**WORK TASK:** Give back every line of the data, transcribed exactly.

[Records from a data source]
* * * * *
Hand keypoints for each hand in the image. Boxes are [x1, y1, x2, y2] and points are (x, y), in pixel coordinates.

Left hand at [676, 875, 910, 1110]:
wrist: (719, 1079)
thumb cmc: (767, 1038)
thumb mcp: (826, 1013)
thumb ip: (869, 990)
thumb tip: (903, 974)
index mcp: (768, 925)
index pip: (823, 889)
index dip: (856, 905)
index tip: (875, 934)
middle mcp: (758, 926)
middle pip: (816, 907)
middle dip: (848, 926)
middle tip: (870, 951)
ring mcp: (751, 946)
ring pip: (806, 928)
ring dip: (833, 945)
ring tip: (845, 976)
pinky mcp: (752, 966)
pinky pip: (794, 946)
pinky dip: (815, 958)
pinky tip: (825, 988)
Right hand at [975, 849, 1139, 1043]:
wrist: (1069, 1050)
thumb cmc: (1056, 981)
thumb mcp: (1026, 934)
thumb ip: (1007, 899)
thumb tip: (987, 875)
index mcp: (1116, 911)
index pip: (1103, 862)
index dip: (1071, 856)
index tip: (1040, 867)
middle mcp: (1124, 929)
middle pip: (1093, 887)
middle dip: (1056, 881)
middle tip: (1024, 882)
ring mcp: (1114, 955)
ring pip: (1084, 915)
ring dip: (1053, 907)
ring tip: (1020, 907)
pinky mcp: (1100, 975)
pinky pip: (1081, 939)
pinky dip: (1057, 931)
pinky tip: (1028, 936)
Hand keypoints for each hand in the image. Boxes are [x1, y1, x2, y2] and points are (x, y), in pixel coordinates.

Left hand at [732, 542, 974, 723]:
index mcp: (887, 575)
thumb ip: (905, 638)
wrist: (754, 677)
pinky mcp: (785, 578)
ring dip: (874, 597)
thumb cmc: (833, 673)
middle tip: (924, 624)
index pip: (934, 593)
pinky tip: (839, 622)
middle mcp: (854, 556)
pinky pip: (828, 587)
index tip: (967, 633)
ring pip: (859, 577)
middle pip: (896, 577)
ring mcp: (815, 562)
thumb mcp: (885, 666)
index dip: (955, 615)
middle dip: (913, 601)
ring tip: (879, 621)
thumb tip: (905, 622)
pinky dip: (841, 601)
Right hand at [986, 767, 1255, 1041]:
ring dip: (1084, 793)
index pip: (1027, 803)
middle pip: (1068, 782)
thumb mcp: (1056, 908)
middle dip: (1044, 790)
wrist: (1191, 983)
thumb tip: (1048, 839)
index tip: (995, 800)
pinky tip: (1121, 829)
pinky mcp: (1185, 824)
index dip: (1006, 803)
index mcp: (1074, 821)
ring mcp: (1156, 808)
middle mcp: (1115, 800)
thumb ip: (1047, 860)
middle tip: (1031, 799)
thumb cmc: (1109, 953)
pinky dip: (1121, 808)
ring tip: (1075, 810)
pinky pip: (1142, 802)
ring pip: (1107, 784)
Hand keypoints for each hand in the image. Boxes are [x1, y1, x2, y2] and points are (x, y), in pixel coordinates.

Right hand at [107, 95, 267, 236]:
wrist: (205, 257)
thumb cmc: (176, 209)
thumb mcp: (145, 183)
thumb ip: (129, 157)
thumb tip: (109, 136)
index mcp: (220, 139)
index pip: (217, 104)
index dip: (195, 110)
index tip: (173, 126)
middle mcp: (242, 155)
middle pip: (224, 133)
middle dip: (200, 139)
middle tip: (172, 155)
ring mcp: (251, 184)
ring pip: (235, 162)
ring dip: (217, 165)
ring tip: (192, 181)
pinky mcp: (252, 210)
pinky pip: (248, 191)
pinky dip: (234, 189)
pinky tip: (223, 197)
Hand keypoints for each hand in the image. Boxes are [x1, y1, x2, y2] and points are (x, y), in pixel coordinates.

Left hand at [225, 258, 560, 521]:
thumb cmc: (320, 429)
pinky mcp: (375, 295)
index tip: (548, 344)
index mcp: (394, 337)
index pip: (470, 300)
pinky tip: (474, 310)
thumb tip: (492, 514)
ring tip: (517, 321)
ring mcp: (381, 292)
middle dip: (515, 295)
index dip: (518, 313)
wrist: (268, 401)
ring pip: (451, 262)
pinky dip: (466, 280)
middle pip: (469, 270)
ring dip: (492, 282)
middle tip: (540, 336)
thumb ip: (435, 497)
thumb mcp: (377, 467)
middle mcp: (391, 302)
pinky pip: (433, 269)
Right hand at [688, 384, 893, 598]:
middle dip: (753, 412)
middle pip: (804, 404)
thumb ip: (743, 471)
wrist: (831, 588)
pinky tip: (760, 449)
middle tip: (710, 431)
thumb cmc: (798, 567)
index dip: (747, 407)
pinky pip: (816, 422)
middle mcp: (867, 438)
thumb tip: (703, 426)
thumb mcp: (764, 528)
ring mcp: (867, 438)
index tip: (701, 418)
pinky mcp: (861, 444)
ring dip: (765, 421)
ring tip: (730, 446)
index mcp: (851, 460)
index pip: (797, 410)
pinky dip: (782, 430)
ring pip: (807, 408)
* * * * *
**RESULT OF THE TASK:**
Hand keypoints for each hand in the image. Boxes are [x1, y1, x2, y2] and points are (x, y), in pixel coordinates.

Left hand at [676, 875, 910, 1110]:
wrist: (719, 1079)
thumb cmc: (767, 1038)
thumb mcp: (826, 1013)
thumb ip: (869, 990)
thumb tip: (903, 974)
index mcp: (768, 925)
index pip: (823, 889)
index dip: (856, 905)
index tip: (875, 934)
middle mcp: (758, 926)
middle pip: (816, 907)
middle dip: (848, 926)
middle tip: (870, 951)
ring mcp: (751, 946)
ring pip: (806, 928)
ring dip: (833, 945)
ring tip: (845, 976)
pinky mcp: (752, 966)
pinky pip: (794, 946)
pinky dip: (815, 958)
pinky tip: (825, 988)
Right hand at [975, 849, 1139, 1043]:
wrist: (1069, 1050)
thumb cmc: (1056, 981)
thumb mcp: (1026, 934)
thumb ip: (1007, 899)
thumb tip: (987, 875)
index mcp: (1116, 911)
index pip: (1103, 862)
index dip: (1071, 856)
index tip: (1040, 867)
middle mcp: (1124, 929)
middle pip: (1093, 887)
middle dip: (1056, 881)
middle tip: (1024, 882)
ring mcp: (1114, 955)
ring pip: (1084, 915)
ring dip: (1053, 907)
ring tip: (1020, 907)
pinky mcp: (1100, 975)
pinky pip: (1081, 939)
pinky dip: (1057, 931)
pinky tip: (1028, 936)
Hand keypoints for each hand in the image. Boxes are [x1, y1, x2, y2] and points are (x, y), in pixel coordinates.

Left hand at [732, 542, 974, 723]:
index mcp: (887, 575)
thumb ip: (905, 638)
wrist: (754, 677)
pinky mcp: (785, 578)
ring dip: (874, 597)
thumb cmc: (833, 673)
middle tip: (924, 624)
index pip: (934, 593)
pinky tip: (839, 622)
middle mcp: (854, 556)
pinky pip: (828, 587)
index tip: (967, 633)
ring pip: (859, 577)
middle pip: (896, 577)
ring mcp: (815, 562)
thumb mcp: (885, 666)
index dip: (955, 615)
middle dip: (913, 601)
ring tip: (879, 621)
thumb tip: (905, 622)
pinky dip: (841, 601)
Right hand at [986, 767, 1255, 1041]:
ring dip: (1084, 793)
index pip: (1027, 803)
middle pip: (1068, 782)
thumb mcp: (1056, 908)
middle dip: (1044, 790)
wrist: (1191, 983)
thumb tip: (1048, 839)
index tip: (995, 800)
pinky tip: (1121, 829)
pinky mcp: (1185, 824)
index dip: (1006, 803)
index mcp: (1074, 821)
ring mcp: (1156, 808)
middle mcp: (1115, 800)
thumb ip: (1047, 860)
middle tip: (1031, 799)
thumb cmc: (1109, 953)
pinky dip: (1121, 808)
ring tip: (1075, 810)
pinky pip: (1142, 802)
ring pip: (1107, 784)
Hand keypoints for each hand in the image. Boxes are [x1, y1, x2, y2] and points are (x, y), in pixel coordinates.

Right hand at [107, 95, 267, 236]:
wrist: (205, 257)
thumb cmc: (176, 209)
thumb mcp: (145, 183)
thumb ip: (129, 157)
thumb tip: (109, 136)
index mcp: (220, 139)
index pip: (217, 104)
index dip: (195, 110)
index tip: (173, 126)
middle mcp: (242, 155)
middle pip: (224, 133)
middle dip: (200, 139)
middle tip: (172, 155)
ring mcp: (251, 184)
ring pip: (235, 162)
ring dip: (217, 165)
ring tip: (192, 181)
pinky mcp: (252, 210)
pinky pip: (248, 191)
pinky dip: (234, 189)
pinky tip: (223, 197)
Hand keypoints for each hand in the image. Boxes are [x1, y1, x2, y2] and points are (x, y), in pixel coordinates.

Left hand at [225, 258, 560, 521]:
thumb cmc: (320, 429)
pinky mcp: (375, 295)
index tip: (548, 344)
index mcp: (394, 337)
index pip: (470, 300)
pinky tip: (474, 310)
thumb tip: (492, 514)
ring tip: (517, 321)
ring mcp: (381, 292)
middle dip: (515, 295)
index dip: (518, 313)
wrist: (268, 401)
ring pip: (451, 262)
pinky dip: (466, 280)
middle pip: (469, 270)
ring dip: (492, 282)
middle tip: (540, 336)
thumb ip: (435, 497)
thumb mcp: (377, 467)
middle mcp: (391, 302)
pinky pip: (433, 269)
Right hand at [688, 384, 893, 598]:
middle dip: (753, 412)
middle pip: (804, 404)
thumb ip: (743, 471)
wrist: (831, 588)
pinky tip: (760, 449)
middle tip: (710, 431)
thumb cmc: (798, 567)
index dip: (747, 407)
pinky pip: (816, 422)
middle mcp: (867, 438)
thumb tip: (703, 426)
thumb mcp: (764, 528)
ring mcp: (867, 438)
index tip: (701, 418)
pinky mcp: (861, 444)
ring dip: (765, 421)
ring tip: (730, 446)
index mcp: (851, 460)
index pip: (797, 410)
pinky dip: (782, 430)
ring pip: (807, 408)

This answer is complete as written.